Política
CPMI do INSS: Damares amplia embate com Malafaia e cita líder evangélico
Senadora mantém críticas a Malafaia, menciona Assembleia de Deus do Amazonas e reforça compromisso com investigação de fraudes no INSS envolvendo instituições religiosas.
Após a divulgação de uma lista com igrejas e pastores investigados pela Comissão Parlamentar Mista de Inquérito (CPMI) que apura fraudes no Instituto Nacional do Seguro Social (INSS), a senadora Damares Alves (Republicanos-DF) intensificou o embate público com o pastor Silas Malafaia. Ela citou ainda a Assembleia de Deus do Amazonas como outra instituição religiosa sob análise do colegiado. A igreja e a Fundação Boas Novas possuem vínculos com familiares do deputado Silas Câmara (Republicanos-AM), líder da bancada evangélica na Câmara dos Deputados.
Em entrevista ao jornal O Globo nesta quinta-feira (15), Damares afirmou que Malafaia deveria "orar" e ressaltou que não submete sua atuação parlamentar ao pastor. "O Malafaia precisa orar um pouco. Eu não submeto minhas ações parlamentares a ele.
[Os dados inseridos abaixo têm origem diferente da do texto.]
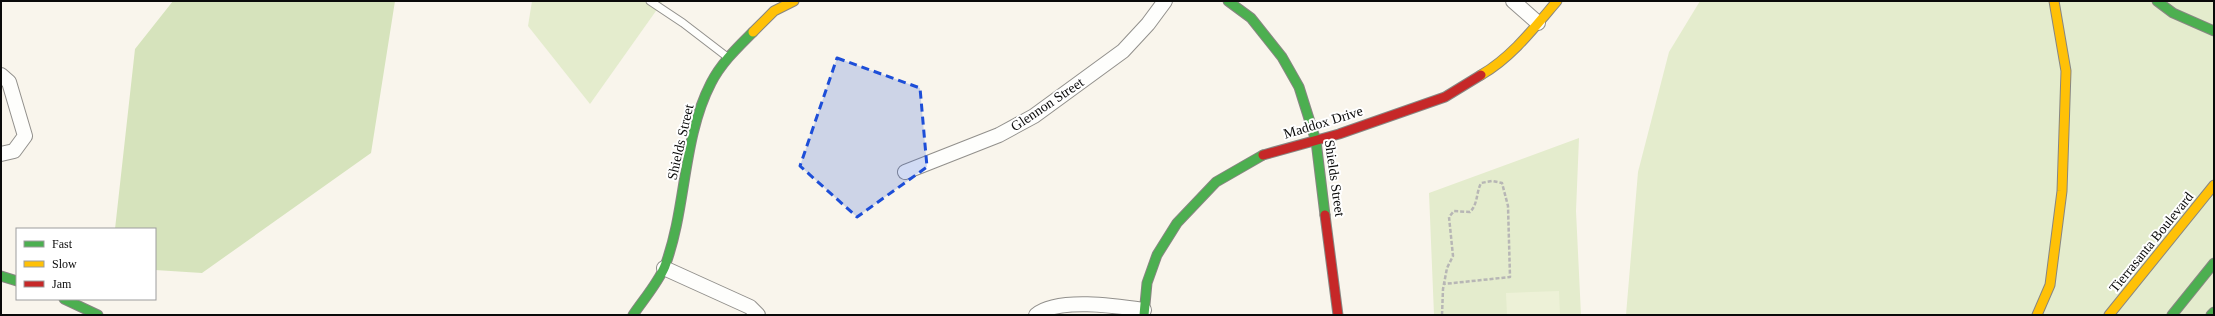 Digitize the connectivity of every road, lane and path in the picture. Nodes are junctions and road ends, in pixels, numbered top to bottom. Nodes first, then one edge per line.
1 (650, 1) edge
2 (794, 1) edge
3 (1165, 1) edge
4 (1228, 1) edge
5 (1513, 1) edge
6 (1557, 1) edge
7 (2054, 1) edge
8 (2157, 1) edge
9 (1538, 23) junction
10 (2214, 31) edge
11 (728, 57) junction
12 (1, 75) edge
13 (1316, 140) junction
14 (1, 154) edge
15 (905, 172) dead end
16 (2214, 185) edge
17 (2214, 263) edge
18 (664, 268) junction
19 (1, 276) edge
20 (16, 281) edge
21 (1444, 284) junction
22 (66, 300) edge
23 (2214, 312) edge
24 (1144, 313) edge
25 (98, 315) edge
26 (633, 315) edge
27 (758, 315) edge
28 (1036, 315) edge
29 (1338, 315) edge
30 (1442, 315) edge
31 (2037, 315) edge
32 (2109, 315) edge
33 (2172, 315) edge
34 (2211, 315) edge

1 - 11 lane
2 - 11 main road, Shields Street
3 - 15 street, Glennon Street
4 - 13 main road, Shields Street
5 - 9 street
6 - 9 main road, Maddox Drive
7 - 31 main road
8 - 10 main road
9 - 13 main road, Maddox Drive
11 - 18 main road, Shields Street
12 - 14 street
13 - 24 main road, Maddox Drive
13 - 29 main road, Shields Street
16 - 32 main road, Tierrasanta Boulevard
17 - 33 main road
18 - 26 main road, Shields Street
18 - 27 street
19 - 20 main road
21 - 21 path
21 - 30 path
22 - 25 main road
23 - 34 main road
24 - 28 street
Além das instituições que divulguei, há menções na CPI à Assembleia de Deus do Amazonas, que já forneceu os dados solicitados e aguarda análise do colegiado", declarou.
O jornal O Estado de S. Paulo tenta contato com Silas Câmara para comentar o caso.
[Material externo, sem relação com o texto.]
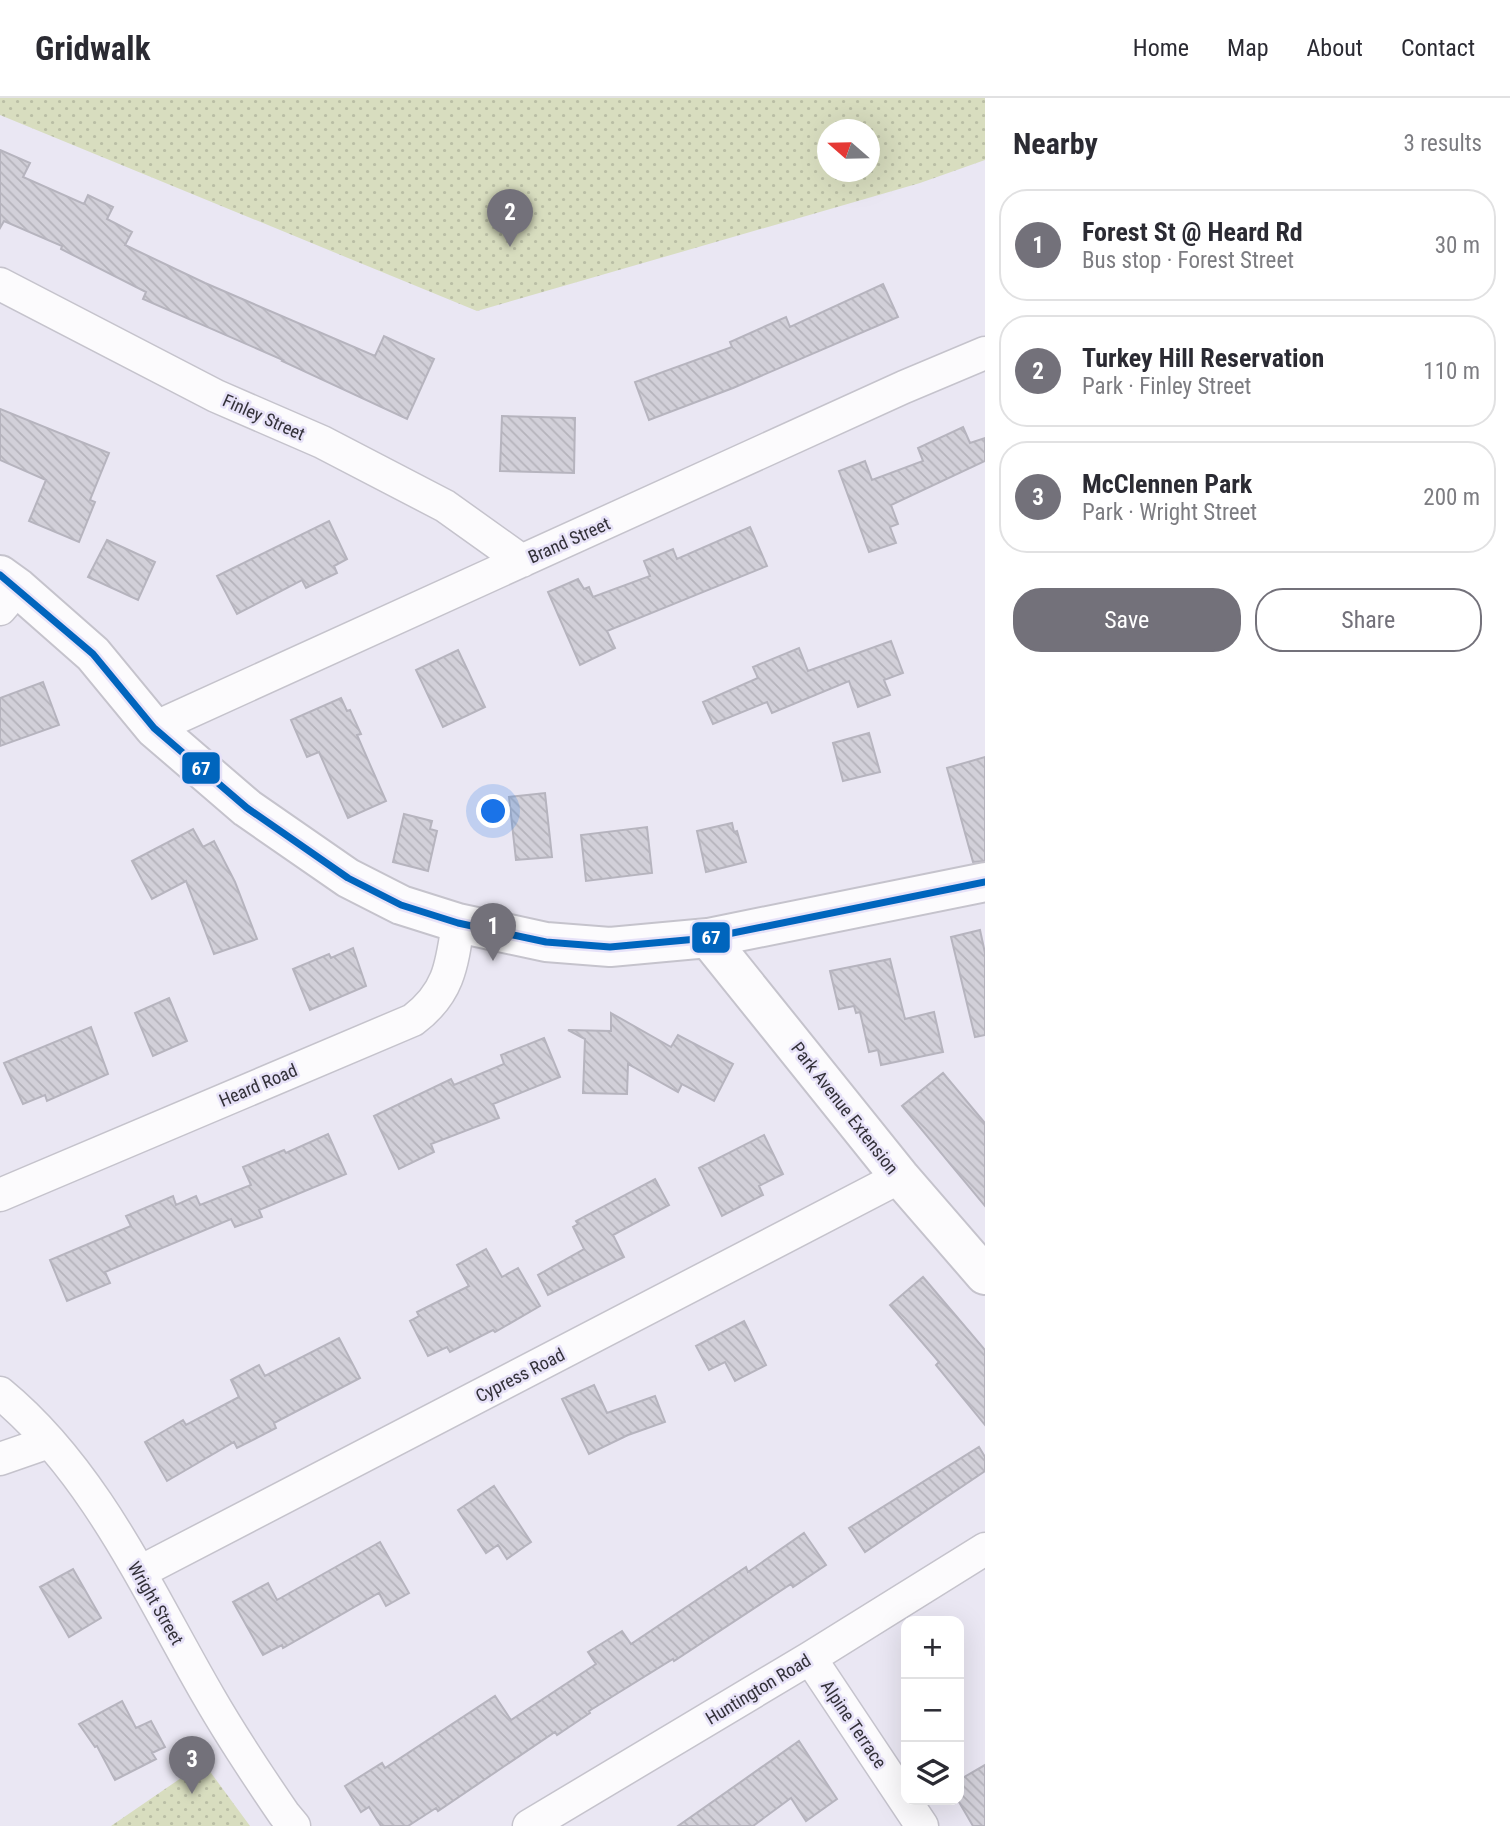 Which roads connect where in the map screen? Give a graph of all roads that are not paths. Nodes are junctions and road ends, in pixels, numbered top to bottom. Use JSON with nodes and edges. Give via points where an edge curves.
{"nodes":[{"id":1,"x":0,"y":284,"type":"edge"},
{"id":2,"x":985,"y":353,"type":"edge"},
{"id":3,"x":522,"y":561,"type":"junction"},
{"id":4,"x":6,"y":591,"type":"edge"},
{"id":5,"x":154,"y":728,"type":"junction"},
{"id":6,"x":985,"y":882,"type":"edge"},
{"id":7,"x":458,"y":923,"type":"junction"},
{"id":8,"x":708,"y":938,"type":"junction"},
{"id":9,"x":900,"y":1177,"type":"junction"},
{"id":10,"x":0,"y":1195,"type":"edge"},
{"id":11,"x":985,"y":1275,"type":"edge"},
{"id":12,"x":0,"y":1393,"type":"edge"},
{"id":13,"x":49,"y":1442,"type":"junction"},
{"id":14,"x":0,"y":1459,"type":"edge"},
{"id":15,"x":985,"y":1549,"type":"edge"},
{"id":16,"x":140,"y":1573,"type":"junction"},
{"id":17,"x":810,"y":1658,"type":"junction"},
{"id":18,"x":294,"y":1826,"type":"edge"},
{"id":19,"x":529,"y":1826,"type":"edge"},
{"id":20,"x":922,"y":1826,"type":"edge"}],
"edges":[{"from":1,"to":3,"type":"street","name":"Finley Street","via":[[216,396],[322,442],[445,506]]},
{"from":2,"to":3,"type":"street","name":"Brand Street"},
{"from":3,"to":5,"type":"street","name":"Brand Street"},
{"from":4,"to":5,"type":"main road","via":[[93,654]]},
{"from":5,"to":7,"type":"main road","via":[[247,808],[348,878],[401,905]]},
{"from":6,"to":8,"type":"main road"},
{"from":7,"to":8,"type":"main road","via":[[546,942],[610,947]]},
{"from":7,"to":10,"type":"street","name":"Heard Road","via":[[447,982],[429,1008],[413,1020]]},
{"from":8,"to":9,"type":"main road","name":"Park Avenue Extension"},
{"from":9,"to":11,"type":"main road","name":"Park Avenue Extension"},
{"from":9,"to":16,"type":"street","name":"Cypress Road"},
{"from":12,"to":13,"type":"street","name":"Wright Street"},
{"from":13,"to":14,"type":"street"},
{"from":13,"to":16,"type":"street","name":"Wright Street","via":[[88,1492]]},
{"from":15,"to":17,"type":"street","name":"Huntington Road"},
{"from":16,"to":18,"type":"street","name":"Wright Street","via":[[210,1699]]},
{"from":17,"to":19,"type":"street","name":"Huntington Road"},
{"from":17,"to":20,"type":"street","name":"Alpine Terrace"}]}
Damares também expressou "profundo desconforto e tristeza" diante da possibilidade de envolvimento de igrejas ou líderes religiosos em esquemas de fraude contra aposentados do INSS. Ela enfatizou, porém, que a CPI tem o dever constitucional de apurar os fatos "com responsabilidade, imparcialidade e base documental".
O embate entre Damares e Malafaia começou no domingo (11), quando a senadora declarou ao SBT News que igrejas e líderes religiosos estavam sendo citados em investigações sobre fraudes contra aposentados. "Nós estamos identificando igrejas nos esquemas de fraudes aos aposentados. E quando se fala de um grande pastor, vem a comunidade: 'Não falem, não digam, não investiguem, porque os fiéis vão ficar muito tristes'", afirmou.
A declaração gerou reação de Malafaia, que classificou a fala da senadora como "conversa fiada" na quarta-feira (14). Em resposta, Damares divulgou uma lista de requerimentos da CPI, incluindo pedidos de quebra de sigilo de instituições religiosas e convites para a oitiva de pastores.